The vigilante, like the plainclothes detective in the motel who was determined to emotionally twist and break Albert on the rack, was selective about his sacrificial offerings, and his purpose had nothing to do with ending the problem they were associated with.

But the preacher had said something on the dirt road by my house that would not go away, that hung on the edge of my consciousness like an impacted tooth that throbs dully in your sleep.

What if, instead of a particular crime, we were dealing with people, or forces, who wished to engineer a situation that would allow political criminality, despotism masked as law and order, to become a way of life?

Was it that hard to envision? The elements to pull it off seemed readily at hand.

Financial insecurity. Lack of faith in traditional government and institutions. Fear and suspicion of minorities, irritability and guilt at the visibility of the homeless and the mentally ill who wandered the streets of every city in the nation, the brooding, angry sense that things were pulling apart at the center, that armed and sadistic gangs could hunt down, rape, brutally beat, and kill the innocent at will.

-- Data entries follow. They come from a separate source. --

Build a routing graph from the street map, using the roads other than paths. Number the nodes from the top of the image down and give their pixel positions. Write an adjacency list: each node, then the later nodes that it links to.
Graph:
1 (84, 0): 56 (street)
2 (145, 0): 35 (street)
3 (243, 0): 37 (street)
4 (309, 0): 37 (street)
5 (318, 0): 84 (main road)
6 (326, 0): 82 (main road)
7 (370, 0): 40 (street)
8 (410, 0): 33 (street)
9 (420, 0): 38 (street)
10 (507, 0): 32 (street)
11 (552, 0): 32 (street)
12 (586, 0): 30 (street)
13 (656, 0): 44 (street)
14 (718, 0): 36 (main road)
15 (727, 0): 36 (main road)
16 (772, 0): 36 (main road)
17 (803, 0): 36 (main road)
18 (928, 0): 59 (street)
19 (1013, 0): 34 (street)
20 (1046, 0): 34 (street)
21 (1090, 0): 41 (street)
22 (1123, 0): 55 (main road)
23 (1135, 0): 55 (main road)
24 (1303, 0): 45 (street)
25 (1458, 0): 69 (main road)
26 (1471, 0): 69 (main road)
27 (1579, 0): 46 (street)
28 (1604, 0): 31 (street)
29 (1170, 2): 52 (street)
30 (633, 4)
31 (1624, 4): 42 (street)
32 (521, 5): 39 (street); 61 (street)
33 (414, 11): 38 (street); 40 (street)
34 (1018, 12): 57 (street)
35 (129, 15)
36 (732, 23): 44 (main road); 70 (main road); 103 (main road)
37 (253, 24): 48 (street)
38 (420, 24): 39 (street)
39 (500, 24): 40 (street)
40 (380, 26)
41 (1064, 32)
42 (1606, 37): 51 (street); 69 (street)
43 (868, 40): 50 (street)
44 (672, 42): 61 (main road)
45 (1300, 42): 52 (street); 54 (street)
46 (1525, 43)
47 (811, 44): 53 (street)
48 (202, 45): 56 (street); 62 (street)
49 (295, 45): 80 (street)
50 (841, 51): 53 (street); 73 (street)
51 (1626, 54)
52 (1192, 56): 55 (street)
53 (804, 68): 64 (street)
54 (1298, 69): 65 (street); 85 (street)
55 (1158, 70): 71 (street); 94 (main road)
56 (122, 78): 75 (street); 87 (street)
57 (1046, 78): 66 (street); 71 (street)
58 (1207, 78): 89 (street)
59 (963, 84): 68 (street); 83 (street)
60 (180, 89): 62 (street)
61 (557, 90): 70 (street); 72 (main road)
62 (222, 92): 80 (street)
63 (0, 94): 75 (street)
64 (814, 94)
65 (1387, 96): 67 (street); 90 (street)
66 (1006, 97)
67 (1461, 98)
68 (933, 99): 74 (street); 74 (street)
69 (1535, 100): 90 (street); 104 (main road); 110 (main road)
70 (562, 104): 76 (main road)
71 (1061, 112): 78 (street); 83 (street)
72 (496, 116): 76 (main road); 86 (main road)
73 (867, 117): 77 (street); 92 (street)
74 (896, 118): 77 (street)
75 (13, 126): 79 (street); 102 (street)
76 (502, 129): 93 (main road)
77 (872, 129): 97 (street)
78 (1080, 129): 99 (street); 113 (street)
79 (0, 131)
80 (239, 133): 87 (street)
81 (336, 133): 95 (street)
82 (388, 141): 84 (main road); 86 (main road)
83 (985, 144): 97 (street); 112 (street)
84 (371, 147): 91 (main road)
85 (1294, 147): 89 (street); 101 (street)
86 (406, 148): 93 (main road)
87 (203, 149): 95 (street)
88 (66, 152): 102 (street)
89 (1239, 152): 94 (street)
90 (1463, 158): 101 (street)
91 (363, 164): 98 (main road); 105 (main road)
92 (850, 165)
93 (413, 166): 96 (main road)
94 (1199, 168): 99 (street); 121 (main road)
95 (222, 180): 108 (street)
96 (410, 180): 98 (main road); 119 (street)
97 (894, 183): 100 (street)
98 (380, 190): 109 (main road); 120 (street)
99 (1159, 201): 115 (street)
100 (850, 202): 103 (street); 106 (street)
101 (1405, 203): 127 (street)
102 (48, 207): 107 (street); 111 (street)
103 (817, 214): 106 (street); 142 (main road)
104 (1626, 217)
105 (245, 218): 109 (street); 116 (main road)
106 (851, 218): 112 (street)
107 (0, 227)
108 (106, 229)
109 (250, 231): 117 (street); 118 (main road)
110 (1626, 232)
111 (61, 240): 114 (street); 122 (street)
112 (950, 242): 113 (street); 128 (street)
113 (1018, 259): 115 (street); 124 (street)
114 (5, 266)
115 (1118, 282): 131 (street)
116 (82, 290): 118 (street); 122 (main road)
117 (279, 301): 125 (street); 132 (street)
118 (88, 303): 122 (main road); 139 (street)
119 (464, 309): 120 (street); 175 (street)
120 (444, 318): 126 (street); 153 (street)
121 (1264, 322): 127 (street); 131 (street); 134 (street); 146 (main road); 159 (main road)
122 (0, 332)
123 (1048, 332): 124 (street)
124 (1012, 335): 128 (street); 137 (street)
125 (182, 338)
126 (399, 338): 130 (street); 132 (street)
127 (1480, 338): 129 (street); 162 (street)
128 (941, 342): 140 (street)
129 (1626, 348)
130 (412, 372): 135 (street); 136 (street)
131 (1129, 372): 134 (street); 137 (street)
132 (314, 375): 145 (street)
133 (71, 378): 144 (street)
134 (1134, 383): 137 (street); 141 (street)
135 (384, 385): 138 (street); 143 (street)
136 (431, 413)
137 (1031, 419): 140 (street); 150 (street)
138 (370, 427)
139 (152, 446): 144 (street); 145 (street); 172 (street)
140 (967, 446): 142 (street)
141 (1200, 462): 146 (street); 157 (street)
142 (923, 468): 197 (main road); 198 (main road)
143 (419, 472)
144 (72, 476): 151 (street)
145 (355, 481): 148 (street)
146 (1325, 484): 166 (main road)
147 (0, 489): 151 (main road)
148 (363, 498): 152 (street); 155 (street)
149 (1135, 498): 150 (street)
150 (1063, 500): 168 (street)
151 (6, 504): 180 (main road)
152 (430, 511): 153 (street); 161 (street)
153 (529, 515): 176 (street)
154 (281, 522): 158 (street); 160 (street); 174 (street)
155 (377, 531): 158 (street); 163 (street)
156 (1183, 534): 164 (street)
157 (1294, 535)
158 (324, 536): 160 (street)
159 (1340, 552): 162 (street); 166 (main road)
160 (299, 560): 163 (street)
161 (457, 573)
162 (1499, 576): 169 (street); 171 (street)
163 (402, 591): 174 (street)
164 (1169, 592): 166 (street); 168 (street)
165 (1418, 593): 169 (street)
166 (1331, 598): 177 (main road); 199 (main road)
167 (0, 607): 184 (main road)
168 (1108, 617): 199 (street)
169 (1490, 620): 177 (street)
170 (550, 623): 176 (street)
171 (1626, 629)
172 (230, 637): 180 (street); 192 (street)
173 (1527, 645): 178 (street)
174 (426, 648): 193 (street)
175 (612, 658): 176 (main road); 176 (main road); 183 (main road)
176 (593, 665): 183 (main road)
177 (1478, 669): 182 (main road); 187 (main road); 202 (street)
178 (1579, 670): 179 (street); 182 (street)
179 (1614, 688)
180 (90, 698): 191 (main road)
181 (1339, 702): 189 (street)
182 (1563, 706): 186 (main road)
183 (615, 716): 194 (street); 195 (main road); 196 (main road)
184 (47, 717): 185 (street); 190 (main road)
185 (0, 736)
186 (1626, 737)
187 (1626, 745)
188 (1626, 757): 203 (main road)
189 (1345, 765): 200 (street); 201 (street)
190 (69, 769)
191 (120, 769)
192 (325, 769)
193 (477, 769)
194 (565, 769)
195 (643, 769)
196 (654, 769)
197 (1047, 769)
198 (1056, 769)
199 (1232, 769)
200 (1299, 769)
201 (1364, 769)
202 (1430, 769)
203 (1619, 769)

Or, more easily put, the general feeling that it was time to create examples, to wink at the Constitution, and perhaps once again to decorate the streetlamps and trees with strange fruit.

Hitler had to set fire to the Reichstag and place the blame on a Communist student in order to gain power.

The sight of Los Angeles burning, of motorists being torn apart with tire irons on live television, might serve just as well.

I was out of the office three hours that afternoon on a shooting in a black juke joint south of town. The wounded man, who was shot in the thumb, refused to identify the shooter, walked out of the emergency room at Iberia General without being treated, then drove out in the parish with a kerosene-soaked rag wrapped around his hand and tried to run down his common-law wife's brother in the middle of a sugarcane field. The brother refused to press charges. Bottom line: big waste of time.